I have a dataframe that contains text data and numerical features. I have vectorized text data and I plan to concatenate it with the remaining numerical data for running on Machine Learning algorithms.
I have vectorized text data using TIDF as shown below:
from sklearn.feature_extraction.text import TfidfVectorizer
vect = TfidfVectorizer(max_features=10000)
text_vect = vect.fit_transform(myDataframe['text_column'])
text_vect_df = pd.DataFrame.sparse.from_spmatrix(text_vect)

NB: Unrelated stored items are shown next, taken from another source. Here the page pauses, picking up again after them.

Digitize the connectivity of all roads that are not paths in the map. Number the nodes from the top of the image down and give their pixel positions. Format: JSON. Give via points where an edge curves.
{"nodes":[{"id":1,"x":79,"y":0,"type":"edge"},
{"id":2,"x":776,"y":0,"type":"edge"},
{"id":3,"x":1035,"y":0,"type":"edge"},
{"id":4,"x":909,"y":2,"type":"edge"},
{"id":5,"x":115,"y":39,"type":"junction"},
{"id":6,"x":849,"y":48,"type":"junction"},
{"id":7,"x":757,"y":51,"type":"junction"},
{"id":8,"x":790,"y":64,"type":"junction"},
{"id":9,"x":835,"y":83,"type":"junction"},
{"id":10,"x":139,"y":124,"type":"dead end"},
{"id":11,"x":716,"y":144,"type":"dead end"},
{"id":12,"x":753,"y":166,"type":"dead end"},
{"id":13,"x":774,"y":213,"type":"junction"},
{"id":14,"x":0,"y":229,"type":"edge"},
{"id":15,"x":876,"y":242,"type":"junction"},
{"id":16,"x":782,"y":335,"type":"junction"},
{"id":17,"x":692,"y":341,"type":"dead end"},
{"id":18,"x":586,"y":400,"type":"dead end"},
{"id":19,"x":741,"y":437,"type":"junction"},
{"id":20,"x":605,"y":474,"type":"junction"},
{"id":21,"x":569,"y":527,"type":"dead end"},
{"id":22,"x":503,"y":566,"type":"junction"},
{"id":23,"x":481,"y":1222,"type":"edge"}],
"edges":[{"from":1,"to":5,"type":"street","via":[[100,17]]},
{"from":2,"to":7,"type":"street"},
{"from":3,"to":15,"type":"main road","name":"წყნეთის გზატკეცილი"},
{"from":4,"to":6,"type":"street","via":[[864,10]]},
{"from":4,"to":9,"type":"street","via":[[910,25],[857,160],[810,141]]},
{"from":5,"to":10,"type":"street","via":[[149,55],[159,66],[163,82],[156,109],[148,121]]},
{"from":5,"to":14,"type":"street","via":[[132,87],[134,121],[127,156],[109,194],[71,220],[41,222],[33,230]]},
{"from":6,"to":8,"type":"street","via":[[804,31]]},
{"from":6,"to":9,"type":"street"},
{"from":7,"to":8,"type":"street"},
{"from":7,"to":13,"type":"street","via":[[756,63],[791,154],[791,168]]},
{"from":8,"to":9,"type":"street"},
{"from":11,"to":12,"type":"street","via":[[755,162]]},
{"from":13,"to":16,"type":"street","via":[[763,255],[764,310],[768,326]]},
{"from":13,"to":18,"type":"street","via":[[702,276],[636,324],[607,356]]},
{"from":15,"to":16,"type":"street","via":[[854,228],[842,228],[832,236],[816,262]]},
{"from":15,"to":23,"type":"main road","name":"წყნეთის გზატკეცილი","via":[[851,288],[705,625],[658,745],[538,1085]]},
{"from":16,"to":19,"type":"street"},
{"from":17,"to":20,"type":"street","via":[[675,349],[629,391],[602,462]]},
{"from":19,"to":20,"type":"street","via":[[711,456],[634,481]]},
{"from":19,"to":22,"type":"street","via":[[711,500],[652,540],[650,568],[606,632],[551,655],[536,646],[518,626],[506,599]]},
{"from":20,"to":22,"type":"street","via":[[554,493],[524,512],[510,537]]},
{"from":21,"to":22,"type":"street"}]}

text_vect_df.shape : 250000 x 9300
I have converted text_vect_df to a csv file and used vaex to convert it to hdf5 as shown below. Vaex must work well with hdf5 format.
text_vaex_hdf5 = vaex.from_csv('text_vectorized.csv', convert=True, chunk_size=5_000_000)
The text_vectorized.csv
is 4GB.vaex.from_csv()
is taking too much time and memory is crashing(8GB RAM).
I tried in my Jupyterhub(with external GPU) for the shape of text_vect_df.shape 200000 x 9300.
It downloads in chunks with 7GB each and reading this is taking too much time.
text_vectorized.csv_chunk0.hdf5
7.51 GB
text_vectorized.csv_chunk1.hdf5
7.51 GB
text_vectorized.csv_chunk2.hdf5
2.5 GB
Question 1: How can hdf5 files be greater than the original csv5 files? Shouldn't it be smaller? Question 2: How do I store 950000 x 10000 sized dataframe if the lesser size is failing/crashing?
I read about vaex and it looks really cool because computations happen in seconds. I would love to continue working with this but I am stuck. I have tried dask. Not as cool as Vaex.
Already tried solutions:
- Pandas's to_hdf should not be used for storing sparse matrix because https://vaex.readthedocs.io/en/latest/faq.html
When one uses the pandas .to_hdf method, the output HDF5 file has a row based format. Vaex on the other hand expects column based HDF5 files
- Without dask or vaex, memory gets crashed while running KNN, SVM or any ML algorithms.
- Tried with dask, no luck, worker gets killed in client local cluster.
- With Vaex, not able to move forward